» **What to produce**: Scan the entries for lines with the word "Write" and copy those lines.

» **The records**:
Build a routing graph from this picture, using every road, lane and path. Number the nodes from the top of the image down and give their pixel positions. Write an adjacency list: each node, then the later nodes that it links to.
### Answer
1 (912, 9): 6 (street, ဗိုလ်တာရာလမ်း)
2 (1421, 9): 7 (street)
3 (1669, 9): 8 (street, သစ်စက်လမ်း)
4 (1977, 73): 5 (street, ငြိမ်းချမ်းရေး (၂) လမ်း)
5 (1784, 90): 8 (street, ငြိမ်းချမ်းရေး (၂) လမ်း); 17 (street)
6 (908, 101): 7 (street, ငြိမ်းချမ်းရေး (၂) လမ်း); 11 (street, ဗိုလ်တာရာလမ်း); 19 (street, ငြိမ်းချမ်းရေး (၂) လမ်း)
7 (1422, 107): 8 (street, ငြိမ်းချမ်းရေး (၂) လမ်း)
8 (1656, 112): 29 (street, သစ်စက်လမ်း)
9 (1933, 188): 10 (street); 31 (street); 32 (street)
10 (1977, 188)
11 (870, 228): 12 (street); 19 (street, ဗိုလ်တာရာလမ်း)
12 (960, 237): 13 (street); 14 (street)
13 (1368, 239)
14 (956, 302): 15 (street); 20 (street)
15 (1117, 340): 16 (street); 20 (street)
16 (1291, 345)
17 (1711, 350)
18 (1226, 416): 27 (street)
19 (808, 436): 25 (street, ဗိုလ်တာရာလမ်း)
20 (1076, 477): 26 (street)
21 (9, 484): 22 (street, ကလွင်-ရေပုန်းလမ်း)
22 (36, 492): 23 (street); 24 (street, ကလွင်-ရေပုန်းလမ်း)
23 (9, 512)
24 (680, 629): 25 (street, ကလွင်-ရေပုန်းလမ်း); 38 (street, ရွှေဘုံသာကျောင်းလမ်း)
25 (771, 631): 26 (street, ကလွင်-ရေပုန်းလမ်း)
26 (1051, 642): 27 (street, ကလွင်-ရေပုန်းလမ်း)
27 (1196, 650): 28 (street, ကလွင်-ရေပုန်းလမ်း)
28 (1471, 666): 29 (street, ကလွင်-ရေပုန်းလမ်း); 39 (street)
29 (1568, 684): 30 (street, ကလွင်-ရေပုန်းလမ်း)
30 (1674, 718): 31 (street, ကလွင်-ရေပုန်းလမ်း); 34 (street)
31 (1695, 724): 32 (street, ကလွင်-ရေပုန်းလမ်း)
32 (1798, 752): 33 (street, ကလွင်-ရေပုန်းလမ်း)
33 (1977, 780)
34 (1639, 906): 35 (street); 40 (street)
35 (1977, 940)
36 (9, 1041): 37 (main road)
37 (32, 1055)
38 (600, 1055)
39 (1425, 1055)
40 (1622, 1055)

...

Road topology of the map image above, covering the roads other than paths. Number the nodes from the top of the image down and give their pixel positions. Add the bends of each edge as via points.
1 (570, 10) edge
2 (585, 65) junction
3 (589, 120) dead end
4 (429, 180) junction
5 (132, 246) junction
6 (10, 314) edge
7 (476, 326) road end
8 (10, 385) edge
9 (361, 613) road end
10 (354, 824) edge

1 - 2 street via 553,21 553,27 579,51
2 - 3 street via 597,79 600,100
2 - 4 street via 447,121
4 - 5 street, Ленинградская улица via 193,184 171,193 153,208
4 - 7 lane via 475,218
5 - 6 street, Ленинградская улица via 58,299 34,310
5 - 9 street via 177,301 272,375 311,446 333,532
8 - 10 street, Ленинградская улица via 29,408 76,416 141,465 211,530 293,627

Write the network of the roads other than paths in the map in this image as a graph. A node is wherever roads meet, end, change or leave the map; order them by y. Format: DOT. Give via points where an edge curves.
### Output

» **Problem solution**:
Build a routing graph from this picture, using every road, lane and path. Number the nodes from the top of the image down and give their pixel positions. Write an adjacency list: each node, then the later nodes that it links to.
Write the network of the roads other than paths in the map in this image as a graph. A node is wherever roads meet, end, change or leave the map; order them by y. Format: DOT. Give via points where an edge curves.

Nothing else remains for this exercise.